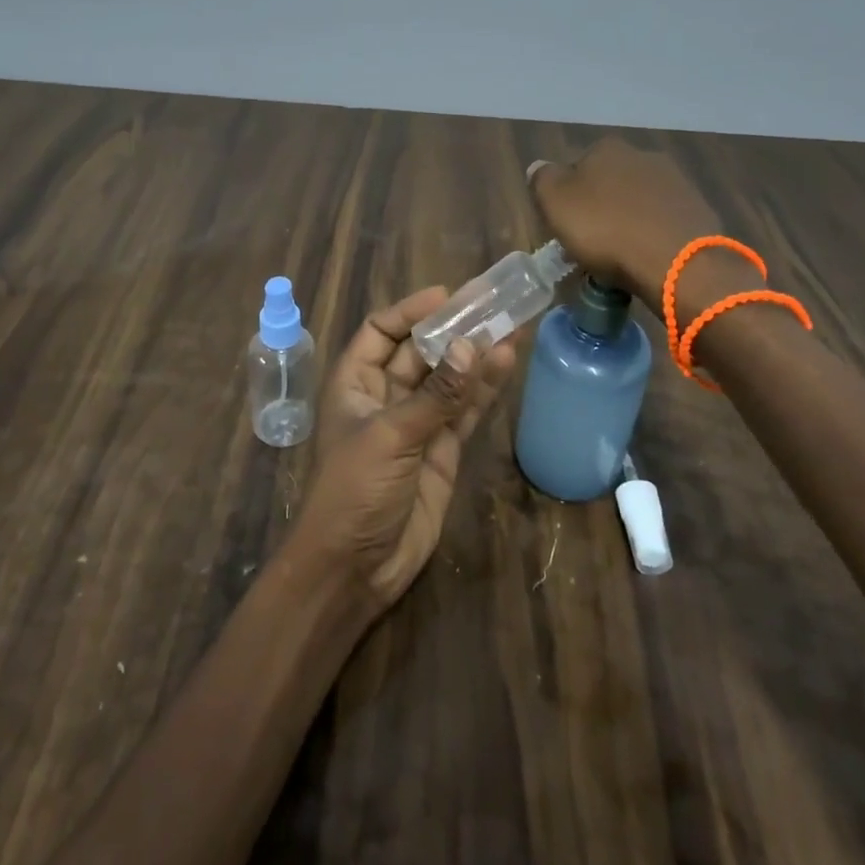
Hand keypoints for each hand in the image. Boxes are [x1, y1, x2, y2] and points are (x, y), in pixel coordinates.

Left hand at [292, 287, 516, 609]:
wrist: (355, 569)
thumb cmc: (354, 491)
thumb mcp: (391, 436)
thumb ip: (435, 395)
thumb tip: (471, 347)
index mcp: (354, 383)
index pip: (381, 331)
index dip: (411, 311)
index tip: (447, 295)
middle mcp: (384, 397)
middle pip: (421, 352)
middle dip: (453, 329)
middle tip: (493, 303)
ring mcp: (416, 424)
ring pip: (449, 379)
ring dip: (476, 355)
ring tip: (511, 324)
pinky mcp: (442, 451)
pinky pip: (464, 411)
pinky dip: (484, 389)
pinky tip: (507, 362)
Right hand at [529, 137, 732, 310]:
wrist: (677, 261)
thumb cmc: (606, 229)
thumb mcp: (555, 202)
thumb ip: (542, 179)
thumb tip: (540, 167)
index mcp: (606, 148)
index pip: (577, 167)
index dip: (568, 196)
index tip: (565, 225)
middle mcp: (643, 155)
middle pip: (610, 183)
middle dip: (601, 207)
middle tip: (591, 243)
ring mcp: (676, 182)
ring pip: (638, 202)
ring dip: (628, 222)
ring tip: (620, 256)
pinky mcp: (698, 211)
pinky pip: (663, 223)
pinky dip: (652, 236)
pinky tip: (647, 258)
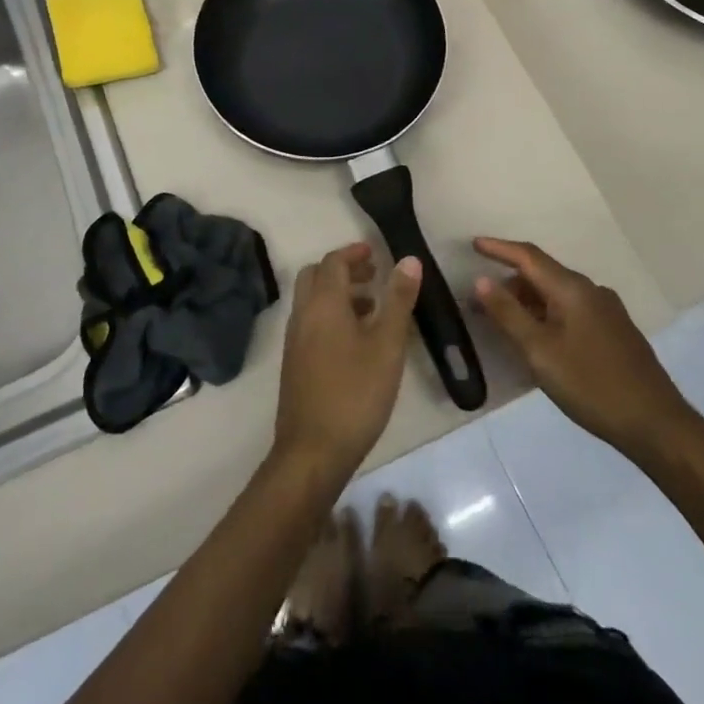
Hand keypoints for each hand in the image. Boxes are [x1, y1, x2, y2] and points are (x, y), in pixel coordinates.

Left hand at [273, 243, 420, 486]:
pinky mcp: (295, 362)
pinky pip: (311, 322)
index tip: (377, 253)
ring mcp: (295, 340)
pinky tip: (356, 341)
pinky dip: (331, 315)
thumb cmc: (355, 393)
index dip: (354, 252)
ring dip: (338, 293)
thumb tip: (409, 260)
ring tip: (373, 307)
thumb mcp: (387, 345)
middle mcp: (303, 315)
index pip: (333, 262)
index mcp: (323, 304)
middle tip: (373, 275)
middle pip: (316, 276)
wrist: (313, 451)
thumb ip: (398, 300)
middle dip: (343, 269)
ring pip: (312, 300)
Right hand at [472, 237, 698, 455]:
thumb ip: (508, 314)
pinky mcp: (615, 332)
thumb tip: (482, 280)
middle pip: (543, 274)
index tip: (473, 244)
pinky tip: (539, 338)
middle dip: (509, 282)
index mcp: (573, 289)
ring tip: (504, 322)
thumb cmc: (591, 385)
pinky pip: (572, 310)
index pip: (528, 256)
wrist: (656, 424)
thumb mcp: (540, 351)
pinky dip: (547, 314)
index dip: (499, 248)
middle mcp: (592, 291)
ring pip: (558, 294)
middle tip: (479, 301)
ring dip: (528, 301)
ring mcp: (607, 311)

__________

• [AIM OF THE TASK]: Transcribe the complete set of entries verbatim. No pictures belong in the copy.

• [RESULT FOR THIS EXERCISE]:
Hand keypoints for each hand in the image. Boxes are [x1, y1, x2, y2] and points are (x, y), in pixel coordinates.

Left hand at [292, 287, 516, 609]:
wrist: (355, 569)
thumb cmc: (354, 491)
thumb mcp: (391, 436)
thumb ip: (435, 395)
thumb tip: (471, 347)
index mcp: (354, 383)
index pip: (381, 331)
index dip: (411, 311)
index tip: (447, 295)
middle mcp: (384, 397)
middle pip: (421, 352)
middle dip: (453, 329)
middle tip: (493, 303)
ring mcp: (416, 424)
ring pip: (449, 379)
ring dip: (476, 355)
ring tip: (511, 324)
pinky mcp: (442, 451)
pinky pip: (464, 411)
pinky dip: (484, 389)
pinky tip: (507, 362)
Right hand at [529, 137, 732, 310]:
wrist: (677, 261)
thumb cmc: (606, 229)
thumb mcp: (555, 202)
thumb ip: (542, 179)
thumb tip: (540, 167)
index mcp: (606, 148)
index pip: (577, 167)
index dip: (568, 196)
index tip: (565, 225)
middle mcp: (643, 155)
middle pip: (610, 183)
middle dip: (601, 207)
middle tip: (591, 243)
ring mcp: (676, 182)
ring pip: (638, 202)
ring dip: (628, 222)
ring tip: (620, 256)
pinky mcp: (698, 211)
pinky pip: (663, 223)
pinky dip: (652, 236)
pinky tip: (647, 258)
Hand keypoints for each hand in the image. Boxes are [x1, y1, x2, y2] and points are (x, y), in pixel coordinates.

Left hand at [273, 243, 420, 486]:
pinky mcp: (295, 362)
pinky pip: (311, 322)
index tip: (377, 253)
ring mcp: (295, 340)
pinky tip: (356, 341)
pinky dip: (331, 315)
thumb cmc: (355, 393)
index dip: (354, 252)
ring dip: (338, 293)
thumb tip: (409, 260)
ring tip: (373, 307)
thumb mcp: (387, 345)
middle mcp: (303, 315)
index pip: (333, 262)
index mcp: (323, 304)
middle tip: (373, 275)
middle pip: (316, 276)
wrist: (313, 451)
thumb ip: (398, 300)
middle dip: (343, 269)
ring pip: (312, 300)
Right hand at [472, 237, 698, 455]:
thumb ip: (508, 314)
pinky mcp: (615, 332)
thumb tip: (482, 280)
middle pip: (543, 274)
index tip: (473, 244)
pinky tip: (539, 338)
middle dip: (509, 282)
index mcp: (573, 289)
ring tip: (504, 322)
thumb cmc: (591, 385)
pinky pip: (572, 310)
index pip: (528, 256)
wrist: (656, 424)
thumb mcp: (540, 351)
pinky dip: (547, 314)
index dip: (499, 248)
middle mcp: (592, 291)
ring pip: (558, 294)
middle tip: (479, 301)
ring dip: (528, 301)
ring mcp: (607, 311)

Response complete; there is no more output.